Gabriel, forty-six, married but separated from his wife, had been found hanging in his eighth-floor apartment on a weekday afternoon in October 1981. He had evidently stood on a chair, looped a leather belt around his neck, wedged the tongue of the belt between the top of his closet door and the doorjamb, and kicked the chair over.
"High blood alcohol," Selig said.
"No note."
"They don't always leave a note, do they? Especially when they get drunk and start feeling sorry for themselves. Look at this- he estimates death as having occurred five to seven days before discovery of the body. Must have been ripe, huh?"
"That's why they broke in."
"Didn't have to, it says here the super had a key. Woman across the hall noticed the smell."

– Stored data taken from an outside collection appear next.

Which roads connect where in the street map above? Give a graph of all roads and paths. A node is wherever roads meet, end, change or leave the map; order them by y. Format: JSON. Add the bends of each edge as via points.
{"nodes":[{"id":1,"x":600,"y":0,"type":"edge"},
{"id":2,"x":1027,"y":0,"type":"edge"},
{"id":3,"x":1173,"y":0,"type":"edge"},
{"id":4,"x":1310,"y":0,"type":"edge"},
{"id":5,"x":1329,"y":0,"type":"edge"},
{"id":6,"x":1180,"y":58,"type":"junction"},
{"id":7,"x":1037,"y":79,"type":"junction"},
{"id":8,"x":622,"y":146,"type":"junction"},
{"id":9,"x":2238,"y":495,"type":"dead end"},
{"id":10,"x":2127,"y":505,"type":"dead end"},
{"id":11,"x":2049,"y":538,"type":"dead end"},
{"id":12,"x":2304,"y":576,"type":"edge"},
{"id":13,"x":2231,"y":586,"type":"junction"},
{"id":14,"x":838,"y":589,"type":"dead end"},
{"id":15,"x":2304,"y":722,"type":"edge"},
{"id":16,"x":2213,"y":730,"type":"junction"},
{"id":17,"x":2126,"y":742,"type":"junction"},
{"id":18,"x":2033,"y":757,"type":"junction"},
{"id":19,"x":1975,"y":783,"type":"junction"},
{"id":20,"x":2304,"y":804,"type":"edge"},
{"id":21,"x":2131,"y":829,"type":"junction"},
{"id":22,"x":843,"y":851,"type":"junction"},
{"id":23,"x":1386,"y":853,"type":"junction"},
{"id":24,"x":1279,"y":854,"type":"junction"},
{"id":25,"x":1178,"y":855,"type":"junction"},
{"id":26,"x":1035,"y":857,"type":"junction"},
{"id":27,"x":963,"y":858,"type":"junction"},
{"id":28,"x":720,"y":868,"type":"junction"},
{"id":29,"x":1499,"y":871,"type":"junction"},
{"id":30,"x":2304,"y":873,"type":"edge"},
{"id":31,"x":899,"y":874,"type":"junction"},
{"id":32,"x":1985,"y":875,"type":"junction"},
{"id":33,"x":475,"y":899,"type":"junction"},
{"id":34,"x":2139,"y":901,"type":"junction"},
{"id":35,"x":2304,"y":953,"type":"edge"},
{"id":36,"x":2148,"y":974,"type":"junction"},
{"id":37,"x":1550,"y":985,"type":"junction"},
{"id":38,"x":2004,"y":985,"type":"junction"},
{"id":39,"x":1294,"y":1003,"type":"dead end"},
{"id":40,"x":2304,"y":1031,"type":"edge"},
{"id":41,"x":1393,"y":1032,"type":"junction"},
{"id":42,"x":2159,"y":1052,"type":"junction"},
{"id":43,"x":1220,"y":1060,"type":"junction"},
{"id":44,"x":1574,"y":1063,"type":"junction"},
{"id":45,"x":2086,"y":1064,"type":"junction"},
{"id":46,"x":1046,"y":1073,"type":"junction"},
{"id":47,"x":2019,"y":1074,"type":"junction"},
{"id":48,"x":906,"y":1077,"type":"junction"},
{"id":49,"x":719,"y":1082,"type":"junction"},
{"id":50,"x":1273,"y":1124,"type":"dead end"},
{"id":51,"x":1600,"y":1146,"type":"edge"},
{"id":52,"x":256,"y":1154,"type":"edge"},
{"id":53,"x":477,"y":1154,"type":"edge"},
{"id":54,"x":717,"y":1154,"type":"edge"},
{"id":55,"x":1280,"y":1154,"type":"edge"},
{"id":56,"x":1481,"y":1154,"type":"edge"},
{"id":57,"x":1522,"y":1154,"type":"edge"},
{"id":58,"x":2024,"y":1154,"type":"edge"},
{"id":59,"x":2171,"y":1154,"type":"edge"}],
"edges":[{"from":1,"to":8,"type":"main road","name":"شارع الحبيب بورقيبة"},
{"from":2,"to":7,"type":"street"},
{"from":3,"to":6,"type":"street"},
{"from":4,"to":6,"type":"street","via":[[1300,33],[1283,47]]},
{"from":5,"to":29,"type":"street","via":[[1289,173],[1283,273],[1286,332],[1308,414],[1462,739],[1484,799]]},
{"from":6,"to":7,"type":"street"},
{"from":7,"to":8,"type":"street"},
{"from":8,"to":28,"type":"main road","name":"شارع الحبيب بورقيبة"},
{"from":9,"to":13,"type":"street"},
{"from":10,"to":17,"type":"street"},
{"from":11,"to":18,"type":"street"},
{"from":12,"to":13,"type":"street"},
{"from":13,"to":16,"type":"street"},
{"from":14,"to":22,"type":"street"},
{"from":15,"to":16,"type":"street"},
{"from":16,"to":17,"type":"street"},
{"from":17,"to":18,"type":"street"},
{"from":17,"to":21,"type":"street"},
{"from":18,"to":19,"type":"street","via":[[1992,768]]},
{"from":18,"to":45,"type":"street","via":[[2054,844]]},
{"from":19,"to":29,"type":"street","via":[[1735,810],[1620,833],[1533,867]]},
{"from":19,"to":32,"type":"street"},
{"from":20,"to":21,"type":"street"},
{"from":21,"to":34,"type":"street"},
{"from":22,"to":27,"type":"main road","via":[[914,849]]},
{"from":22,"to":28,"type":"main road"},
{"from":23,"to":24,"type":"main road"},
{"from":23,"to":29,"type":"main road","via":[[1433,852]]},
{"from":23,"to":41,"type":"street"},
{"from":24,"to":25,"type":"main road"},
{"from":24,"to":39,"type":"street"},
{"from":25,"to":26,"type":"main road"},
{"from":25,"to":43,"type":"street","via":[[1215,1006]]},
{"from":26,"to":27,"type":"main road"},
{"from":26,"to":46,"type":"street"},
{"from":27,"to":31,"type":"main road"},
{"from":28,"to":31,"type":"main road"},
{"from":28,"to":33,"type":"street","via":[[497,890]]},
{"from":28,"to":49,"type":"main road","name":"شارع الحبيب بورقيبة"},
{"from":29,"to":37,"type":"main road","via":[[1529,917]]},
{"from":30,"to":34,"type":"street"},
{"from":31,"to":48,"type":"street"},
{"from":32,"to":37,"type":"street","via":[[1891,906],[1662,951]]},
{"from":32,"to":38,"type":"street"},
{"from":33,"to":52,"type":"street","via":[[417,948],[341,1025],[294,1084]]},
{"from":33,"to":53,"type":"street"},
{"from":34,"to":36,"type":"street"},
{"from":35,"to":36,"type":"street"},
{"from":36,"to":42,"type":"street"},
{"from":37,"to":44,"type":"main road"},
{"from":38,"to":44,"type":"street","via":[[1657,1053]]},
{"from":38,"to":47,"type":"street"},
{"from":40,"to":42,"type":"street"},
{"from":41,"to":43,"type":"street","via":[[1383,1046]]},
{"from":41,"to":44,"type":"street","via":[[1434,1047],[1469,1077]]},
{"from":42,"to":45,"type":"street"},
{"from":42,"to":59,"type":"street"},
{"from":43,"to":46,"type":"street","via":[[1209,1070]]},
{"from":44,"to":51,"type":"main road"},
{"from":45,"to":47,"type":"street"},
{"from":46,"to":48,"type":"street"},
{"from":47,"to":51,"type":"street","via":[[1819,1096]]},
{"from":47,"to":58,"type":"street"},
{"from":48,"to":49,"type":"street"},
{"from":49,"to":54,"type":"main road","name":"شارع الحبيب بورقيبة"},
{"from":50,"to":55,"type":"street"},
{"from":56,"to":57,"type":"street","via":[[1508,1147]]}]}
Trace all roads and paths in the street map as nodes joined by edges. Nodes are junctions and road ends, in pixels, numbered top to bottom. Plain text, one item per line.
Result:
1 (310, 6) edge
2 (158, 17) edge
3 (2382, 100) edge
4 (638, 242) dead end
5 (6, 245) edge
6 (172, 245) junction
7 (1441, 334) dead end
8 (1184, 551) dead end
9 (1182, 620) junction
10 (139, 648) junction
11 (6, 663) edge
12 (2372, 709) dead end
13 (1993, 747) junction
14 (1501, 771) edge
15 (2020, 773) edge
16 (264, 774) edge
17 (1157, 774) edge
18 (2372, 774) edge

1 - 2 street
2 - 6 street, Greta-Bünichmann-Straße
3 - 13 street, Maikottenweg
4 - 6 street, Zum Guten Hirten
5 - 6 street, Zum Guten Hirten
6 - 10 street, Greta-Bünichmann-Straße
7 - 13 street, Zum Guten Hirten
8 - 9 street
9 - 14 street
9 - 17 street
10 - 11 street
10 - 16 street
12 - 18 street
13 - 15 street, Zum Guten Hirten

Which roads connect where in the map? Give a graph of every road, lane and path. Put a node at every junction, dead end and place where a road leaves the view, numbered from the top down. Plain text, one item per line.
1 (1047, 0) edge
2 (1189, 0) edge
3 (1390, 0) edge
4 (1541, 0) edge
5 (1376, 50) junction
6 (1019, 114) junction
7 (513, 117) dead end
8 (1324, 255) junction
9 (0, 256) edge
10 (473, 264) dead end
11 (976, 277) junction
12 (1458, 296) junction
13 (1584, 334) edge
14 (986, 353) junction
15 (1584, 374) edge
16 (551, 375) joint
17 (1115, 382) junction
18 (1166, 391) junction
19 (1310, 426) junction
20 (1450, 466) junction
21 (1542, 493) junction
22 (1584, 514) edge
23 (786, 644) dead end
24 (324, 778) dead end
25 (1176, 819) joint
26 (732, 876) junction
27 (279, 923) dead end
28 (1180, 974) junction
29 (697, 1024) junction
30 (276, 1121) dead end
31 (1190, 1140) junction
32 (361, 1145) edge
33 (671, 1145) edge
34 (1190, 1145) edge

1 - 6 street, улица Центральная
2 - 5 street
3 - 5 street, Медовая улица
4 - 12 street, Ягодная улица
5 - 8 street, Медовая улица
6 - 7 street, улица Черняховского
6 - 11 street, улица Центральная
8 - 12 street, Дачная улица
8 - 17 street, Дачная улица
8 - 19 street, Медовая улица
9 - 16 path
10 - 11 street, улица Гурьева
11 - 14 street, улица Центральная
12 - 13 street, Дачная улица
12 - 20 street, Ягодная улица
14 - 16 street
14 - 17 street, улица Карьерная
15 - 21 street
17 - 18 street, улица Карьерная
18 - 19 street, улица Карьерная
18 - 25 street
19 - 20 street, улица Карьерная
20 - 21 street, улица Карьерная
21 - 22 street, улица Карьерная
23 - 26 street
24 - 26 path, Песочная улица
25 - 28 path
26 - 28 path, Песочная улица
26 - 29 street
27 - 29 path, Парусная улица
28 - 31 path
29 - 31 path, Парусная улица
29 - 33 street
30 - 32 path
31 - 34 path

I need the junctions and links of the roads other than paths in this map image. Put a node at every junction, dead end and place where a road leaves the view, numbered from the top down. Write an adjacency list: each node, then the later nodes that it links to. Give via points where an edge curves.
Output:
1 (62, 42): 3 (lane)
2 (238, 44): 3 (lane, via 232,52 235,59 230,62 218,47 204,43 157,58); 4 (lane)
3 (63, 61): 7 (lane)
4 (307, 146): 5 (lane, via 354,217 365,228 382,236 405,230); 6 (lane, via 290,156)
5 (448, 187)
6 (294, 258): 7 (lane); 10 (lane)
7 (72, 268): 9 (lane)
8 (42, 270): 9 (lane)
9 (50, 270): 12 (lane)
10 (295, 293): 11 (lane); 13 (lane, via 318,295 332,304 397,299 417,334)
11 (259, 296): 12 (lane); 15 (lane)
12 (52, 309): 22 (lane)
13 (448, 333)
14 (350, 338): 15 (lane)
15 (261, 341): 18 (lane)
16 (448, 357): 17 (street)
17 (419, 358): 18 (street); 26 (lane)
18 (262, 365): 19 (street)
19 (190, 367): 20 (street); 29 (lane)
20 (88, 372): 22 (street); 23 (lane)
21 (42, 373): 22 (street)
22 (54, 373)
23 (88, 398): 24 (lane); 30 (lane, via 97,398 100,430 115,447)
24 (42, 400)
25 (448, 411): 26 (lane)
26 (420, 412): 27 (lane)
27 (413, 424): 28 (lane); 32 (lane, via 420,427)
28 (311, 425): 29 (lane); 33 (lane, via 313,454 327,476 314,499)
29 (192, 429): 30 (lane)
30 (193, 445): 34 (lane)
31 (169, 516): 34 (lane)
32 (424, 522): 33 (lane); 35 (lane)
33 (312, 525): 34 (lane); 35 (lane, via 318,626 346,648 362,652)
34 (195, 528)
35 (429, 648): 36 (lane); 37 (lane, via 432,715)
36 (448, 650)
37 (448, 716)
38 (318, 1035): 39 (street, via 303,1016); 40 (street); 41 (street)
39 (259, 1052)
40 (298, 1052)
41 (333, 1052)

She'd also told the investigating officers that Gabriel had seemed despondent since his wife's departure several years earlier, that his only visitors had been delivery boys from the liquor store and the Chinese restaurant. He'd worked up until two months of his death, managing a film lab in the West Forties, but had been out of work since then.
"Most likely drank himself out of the job," Selig offered.
His wife, apprised of his death, said she hadn't seen Gabriel since they'd signed their separation agreement in June of 1980. She described her late husband as a sad and lonely man, and seemed saddened herself if not terribly surprised by his death.
Fred Karp had left a note. He'd tapped it out on his computer screen, printed out two copies, left one on his desk and tucked the other, neatly folded, into his shirt pocket. I'm sorry, it read. I can't take it anymore. Please forgive me. Then he'd opened the window of his fifteenth-floor office and stepped out.